The value of ¾ + ⅛ is the same as:

The sum of three-fourths and one-eighth equals seven-eighths when the fractions are converted to a common denominator of eight, yielding six-eighths plus one-eighth, which combines to produce seven-eighths as the simplified result.

This computation requires identifying the least common denominator between fourths and eighths, executing equivalent fraction conversion for the first term, then performing straightforward numerator addition while maintaining the shared denominator before verifying the result against provided options.

A. ⅞

This fraction correctly represents the arithmetic sum through proper application of fraction addition protocols.

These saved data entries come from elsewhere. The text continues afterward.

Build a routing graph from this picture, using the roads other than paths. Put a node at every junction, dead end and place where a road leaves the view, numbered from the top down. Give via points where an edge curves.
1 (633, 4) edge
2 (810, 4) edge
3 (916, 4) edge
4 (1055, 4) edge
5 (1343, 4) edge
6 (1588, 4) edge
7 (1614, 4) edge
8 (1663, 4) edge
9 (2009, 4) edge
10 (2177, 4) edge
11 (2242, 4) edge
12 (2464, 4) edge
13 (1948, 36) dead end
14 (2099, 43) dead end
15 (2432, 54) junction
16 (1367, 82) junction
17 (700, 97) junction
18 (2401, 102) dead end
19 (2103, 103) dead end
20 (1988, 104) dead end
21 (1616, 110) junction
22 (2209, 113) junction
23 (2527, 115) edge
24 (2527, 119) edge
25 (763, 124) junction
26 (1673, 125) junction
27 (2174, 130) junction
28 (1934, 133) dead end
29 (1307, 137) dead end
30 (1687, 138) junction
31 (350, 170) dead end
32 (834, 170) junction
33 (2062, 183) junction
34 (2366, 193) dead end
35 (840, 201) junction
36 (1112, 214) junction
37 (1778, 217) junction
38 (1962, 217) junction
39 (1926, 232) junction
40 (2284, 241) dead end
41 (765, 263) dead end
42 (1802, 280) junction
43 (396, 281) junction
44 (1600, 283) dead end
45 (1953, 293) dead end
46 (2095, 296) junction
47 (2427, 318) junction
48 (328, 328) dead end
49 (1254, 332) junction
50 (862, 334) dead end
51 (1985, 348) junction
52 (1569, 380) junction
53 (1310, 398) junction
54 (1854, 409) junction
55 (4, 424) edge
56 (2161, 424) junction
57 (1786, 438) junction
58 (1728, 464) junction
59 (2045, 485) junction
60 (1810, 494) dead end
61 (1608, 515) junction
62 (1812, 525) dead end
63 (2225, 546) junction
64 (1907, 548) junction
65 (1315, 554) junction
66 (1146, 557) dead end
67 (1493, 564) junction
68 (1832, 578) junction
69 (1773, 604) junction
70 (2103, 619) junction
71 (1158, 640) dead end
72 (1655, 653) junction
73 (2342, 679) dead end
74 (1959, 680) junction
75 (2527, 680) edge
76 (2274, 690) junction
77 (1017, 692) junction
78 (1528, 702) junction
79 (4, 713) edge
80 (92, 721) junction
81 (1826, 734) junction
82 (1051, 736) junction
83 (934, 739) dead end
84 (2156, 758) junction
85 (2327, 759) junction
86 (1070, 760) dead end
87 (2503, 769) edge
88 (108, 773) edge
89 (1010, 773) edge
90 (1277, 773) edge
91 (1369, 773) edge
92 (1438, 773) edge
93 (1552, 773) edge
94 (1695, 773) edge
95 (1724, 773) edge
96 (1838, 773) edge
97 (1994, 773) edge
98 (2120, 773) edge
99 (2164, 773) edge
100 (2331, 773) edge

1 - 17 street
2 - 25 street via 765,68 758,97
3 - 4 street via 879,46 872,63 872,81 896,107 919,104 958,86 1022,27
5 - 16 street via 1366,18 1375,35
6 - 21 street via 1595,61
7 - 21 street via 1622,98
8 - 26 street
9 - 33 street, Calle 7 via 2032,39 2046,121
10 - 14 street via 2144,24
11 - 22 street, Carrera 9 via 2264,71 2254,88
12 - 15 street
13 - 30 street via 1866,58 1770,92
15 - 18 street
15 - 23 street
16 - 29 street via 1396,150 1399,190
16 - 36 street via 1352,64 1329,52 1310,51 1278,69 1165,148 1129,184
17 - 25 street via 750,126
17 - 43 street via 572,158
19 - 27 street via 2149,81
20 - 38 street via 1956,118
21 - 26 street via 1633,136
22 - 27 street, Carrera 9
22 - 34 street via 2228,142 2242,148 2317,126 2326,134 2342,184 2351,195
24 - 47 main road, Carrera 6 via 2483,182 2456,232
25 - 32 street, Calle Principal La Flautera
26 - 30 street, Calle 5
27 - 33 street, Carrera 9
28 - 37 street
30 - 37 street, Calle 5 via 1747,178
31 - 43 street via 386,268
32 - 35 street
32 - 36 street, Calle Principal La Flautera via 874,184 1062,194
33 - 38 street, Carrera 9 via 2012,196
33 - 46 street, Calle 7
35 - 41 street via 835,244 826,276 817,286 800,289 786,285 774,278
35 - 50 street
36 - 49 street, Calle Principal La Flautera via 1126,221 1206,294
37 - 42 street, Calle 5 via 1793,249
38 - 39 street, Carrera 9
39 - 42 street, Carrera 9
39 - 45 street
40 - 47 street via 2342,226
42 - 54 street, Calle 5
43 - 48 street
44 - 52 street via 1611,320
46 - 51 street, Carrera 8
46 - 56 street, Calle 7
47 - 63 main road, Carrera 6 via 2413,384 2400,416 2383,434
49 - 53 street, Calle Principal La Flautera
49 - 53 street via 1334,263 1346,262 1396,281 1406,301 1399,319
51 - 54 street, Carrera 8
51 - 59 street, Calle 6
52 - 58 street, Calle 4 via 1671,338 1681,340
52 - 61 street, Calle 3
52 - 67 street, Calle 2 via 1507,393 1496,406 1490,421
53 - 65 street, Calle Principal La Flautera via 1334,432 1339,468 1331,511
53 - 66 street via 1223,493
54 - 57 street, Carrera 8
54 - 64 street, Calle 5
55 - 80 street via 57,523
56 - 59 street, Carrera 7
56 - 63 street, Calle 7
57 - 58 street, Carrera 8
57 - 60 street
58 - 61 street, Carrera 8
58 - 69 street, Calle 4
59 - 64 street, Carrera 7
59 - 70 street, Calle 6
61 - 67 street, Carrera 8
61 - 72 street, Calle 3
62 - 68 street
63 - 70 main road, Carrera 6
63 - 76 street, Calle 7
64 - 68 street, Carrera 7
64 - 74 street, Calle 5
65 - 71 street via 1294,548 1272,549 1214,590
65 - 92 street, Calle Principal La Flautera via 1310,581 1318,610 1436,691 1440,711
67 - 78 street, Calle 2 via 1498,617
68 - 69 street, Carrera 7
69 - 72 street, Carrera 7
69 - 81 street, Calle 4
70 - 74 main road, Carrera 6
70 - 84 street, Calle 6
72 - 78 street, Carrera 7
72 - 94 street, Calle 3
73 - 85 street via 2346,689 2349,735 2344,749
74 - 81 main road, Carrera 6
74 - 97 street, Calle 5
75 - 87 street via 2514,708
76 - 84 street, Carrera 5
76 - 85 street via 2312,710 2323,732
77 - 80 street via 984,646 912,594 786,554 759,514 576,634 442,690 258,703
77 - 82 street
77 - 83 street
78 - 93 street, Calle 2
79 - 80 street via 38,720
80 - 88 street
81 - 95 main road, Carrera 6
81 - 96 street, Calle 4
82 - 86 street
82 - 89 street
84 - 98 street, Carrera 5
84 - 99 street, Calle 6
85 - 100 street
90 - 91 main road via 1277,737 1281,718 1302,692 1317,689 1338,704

Converting ¾ to eighths requires multiplying both numerator and denominator by 2, yielding 6/8 while preserving equivalent value. Adding the second term's 1/8 produces (6+1)/8 = 7/8, a fraction already in simplest form with no common factors between numerator and denominator beyond 1. The visual representation of ⅞ depicts seven of eight equal partitions filled a configuration matching the combined shaded regions when ¾ (six of eight parts) and ⅛ (one of eight parts) are superimposed. This option demonstrates complete mastery of fractional equivalence principles and common denominator methodology essential for rational number operations across mathematical domains.

B. ⅝

This value represents exactly five-eighths, falling short of the correct sum by two-eighths or one-fourth. This error commonly emerges when students mistakenly add numerators without establishing common denominators (3+1=4 over 4+8=12 yielding 4/12 which reduces incorrectly) or when they confuse ¾ with ½ during mental calculation. Another plausible error pathway involves subtracting rather than adding the fractions (6/8 - 1/8 = 5/8), reflecting sign confusion during multi-step operations. While ⅝ constitutes a mathematically valid fraction, it fails to represent the actual sum requested, serving as an effective distractor targeting students with incomplete fraction addition procedures or those who rush through denominator conversion steps without verification.

C. ⅜

This fraction represents precisely three-eighths, substantially less than the correct sum and approximately 43% smaller than the actual result. This value might originate from several distinct error patterns: misreading ¾ as ¼ before adding (2/8 + 1/8 = 3/8), incorrectly applying multiplication instead of addition (¾ × ⅛ = 3/32 which might be misrounded), or confusing the problem with subtraction of larger from smaller (1/8 - 6/8 yielding negative value then taking absolute value). The magnitude discrepancy between this option and the correct answer provides substantial separation, making it less likely to trap careful calculators but effective at identifying fundamental misunderstandings of fraction magnitude relationships or operation selection errors.

D. ⅞

Note: Options A and D appear identical in the source document (both ⅞), suggesting a typographical duplication. Assuming standard test construction principles where all options are distinct, this duplication likely represents a scanning or transcription error. If forced to differentiate conceptually, no mathematical distinction exists between identical fractions both would be simultaneously correct. In authentic assessment contexts, such duplication would be corrected to present four unique choices, potentially with D representing 9/8 or another distinct value. For solution purposes, the fraction ⅞ remains the mathematically accurate result regardless of option labeling.

Conclusion

The sum ¾ + ⅛ definitively equals ⅞ through methodical application of fraction addition requiring common denominator establishment, equivalent fraction conversion, and numerator combination. This problem exemplifies foundational rational number operations essential for algebraic manipulation, measurement conversion, and proportional reasoning across STEM disciplines. Mastery demands recognition that fractions with different denominators cannot be directly combined without first establishing equivalence through least common multiple identification a principle extending to complex rational expressions in advanced mathematics. The solution reinforces critical procedural sequencing: identify denominators, determine least common multiple, convert all terms equivalently, execute operation on numerators while preserving denominator, then simplify if possible. Students developing automaticity with these steps build robust computational foundations supporting success in increasingly sophisticated mathematical contexts where fractional fluency proves indispensable.